Doctors bent on full cure of 'tree man'

The medical team treating Bangladesh's first "tree man" Abul Bajandar has performed the 23rd surgery on him as warts partially regrew on his left hand.
Not only have the physicians continued operating on the 27-year-old man, but they are also considering giving him a job at Dhaka Medical College Hospital so they could always keep him under observation till he fully recovers.
After the 22nd surgery on March 21, the bark-like warts were almost gone from the hands and feet of Bajandar, but they started returning in mid-May.
Last month a lab test result from the USA said his warts would likely reappear but it also gave the hint of a full cure.
Doctor Samanta Lal Sen, national coordinator at the National Institute of Burn and Plastic Surgery, said the nine-member medical board formed to treat Bajandar performed the latest surgery a few days before Eid-ul-Fitr.
He said his treatment, which is supported by the government and free of cost, would take more time, maybe years.
“But we are trying to give him a job at Dhaka Medical College Hospital, and rehabilitate him since he needs to be under observation,” said Dr Sen.
Quoting the US lab report, he said with further surgeries, there was a good chance that the warts would not show up again and Bajandar would be fully cured.
Bajandar has been staying in a cabin at the burn unit of DMCH since he was admitted in January last year with the condition. His wife and daughter also stay with him.

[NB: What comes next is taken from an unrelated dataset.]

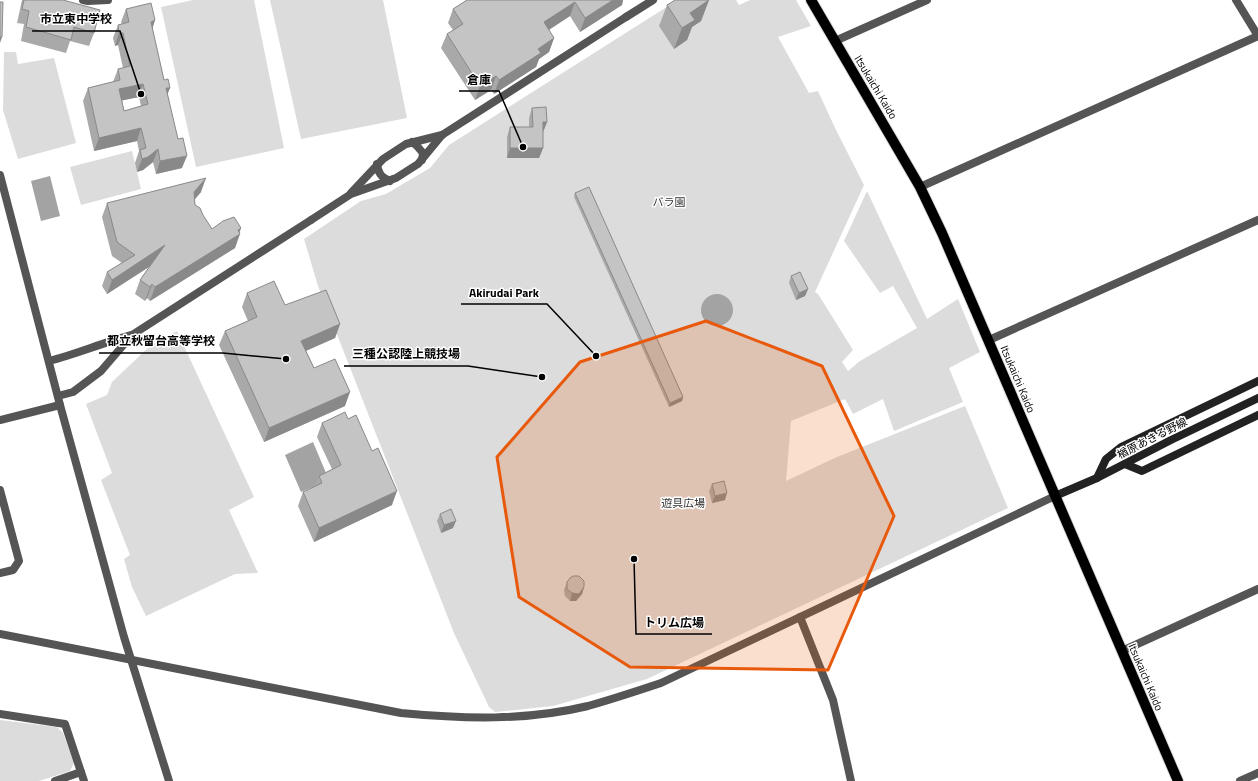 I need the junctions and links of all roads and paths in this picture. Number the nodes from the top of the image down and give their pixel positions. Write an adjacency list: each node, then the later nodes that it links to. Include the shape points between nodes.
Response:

“I was upset when the warts started to re-grow but the doctor said further operations will cure me completely, so I did not lose hope. I will do anything whatever it takes to get back to my normal life,” said Bajandar.
After the string of surgeries, he hopes he would go back to his village in Khulna and start a new life.
Chief of the burn unit Prof Abul Kalam said they were providing costly medicines to Bajandar, so the disease did not return.
He said the US lab report predicted that his warts would likely reappear, but it also hinted that it was possible to cure him with proper treatment.
Halima Khatun, wife of Bajandar, said, “I want my husband to smile and see him play with our three-year-old daughter Tahira.”
Talking about the funding of the treatment, Dr Sen said the total treatment costs till date, including of the surgeries, medicines, and hospital admission, would add up to nearly Tk 50 lakh in the last one and a half years.
Bajandar was having malnutrition, anaemia, and jaundice when he was admitted to the hospital on January 30 last year. But now, his health has improved a lot although a nine-member medical board has been operating on him, said Dr Sen.
Bajandar is suffering from epidermodysplasia verruciformis (EV), a rare skin disorder commonly known as the "tree person" illness, which covers limbs with warts, making them look like tree branches. He is believed to be the fourth man in the world to have this condition.
The warts began to appear on Bajandar's limbs when he was 15. After he married in 2011, those grew so big that he could not even move the hands and legs. So he had to quit his profession as a rickshaw-van driver.
Bajandar's case made international headlines.
According to DermNet New Zealand, a charity run by expert dermatologists and other health specialists, till date no cure of the condition has been found.